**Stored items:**
____

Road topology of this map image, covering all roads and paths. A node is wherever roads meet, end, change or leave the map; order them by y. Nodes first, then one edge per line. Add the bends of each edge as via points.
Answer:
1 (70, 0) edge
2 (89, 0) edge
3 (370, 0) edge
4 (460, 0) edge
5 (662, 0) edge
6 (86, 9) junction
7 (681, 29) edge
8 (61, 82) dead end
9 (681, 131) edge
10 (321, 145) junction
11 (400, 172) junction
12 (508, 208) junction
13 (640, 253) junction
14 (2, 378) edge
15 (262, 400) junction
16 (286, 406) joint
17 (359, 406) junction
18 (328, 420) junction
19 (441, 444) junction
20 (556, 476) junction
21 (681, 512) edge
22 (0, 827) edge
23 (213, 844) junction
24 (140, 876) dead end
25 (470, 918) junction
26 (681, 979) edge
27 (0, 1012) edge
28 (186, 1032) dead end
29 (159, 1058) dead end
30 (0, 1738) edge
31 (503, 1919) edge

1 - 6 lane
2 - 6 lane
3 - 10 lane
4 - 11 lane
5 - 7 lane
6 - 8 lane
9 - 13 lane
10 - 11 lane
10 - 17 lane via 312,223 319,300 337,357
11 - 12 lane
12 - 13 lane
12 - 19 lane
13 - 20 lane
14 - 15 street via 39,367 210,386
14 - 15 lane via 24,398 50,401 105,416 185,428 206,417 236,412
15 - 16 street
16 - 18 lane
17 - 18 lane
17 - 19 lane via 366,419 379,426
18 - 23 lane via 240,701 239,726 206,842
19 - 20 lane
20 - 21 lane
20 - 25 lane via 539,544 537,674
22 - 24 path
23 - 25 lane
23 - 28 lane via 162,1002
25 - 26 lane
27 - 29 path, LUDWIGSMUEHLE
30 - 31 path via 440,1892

____

If a line in the entries above contains "junction", report it.

**WRITTEN SOLUTION:**
6 (86, 9) junction
10 (321, 145) junction
11 (400, 172) junction
12 (508, 208) junction
13 (640, 253) junction
15 (262, 400) junction
17 (359, 406) junction
18 (328, 420) junction
19 (441, 444) junction
20 (556, 476) junction
23 (213, 844) junction
25 (470, 918) junction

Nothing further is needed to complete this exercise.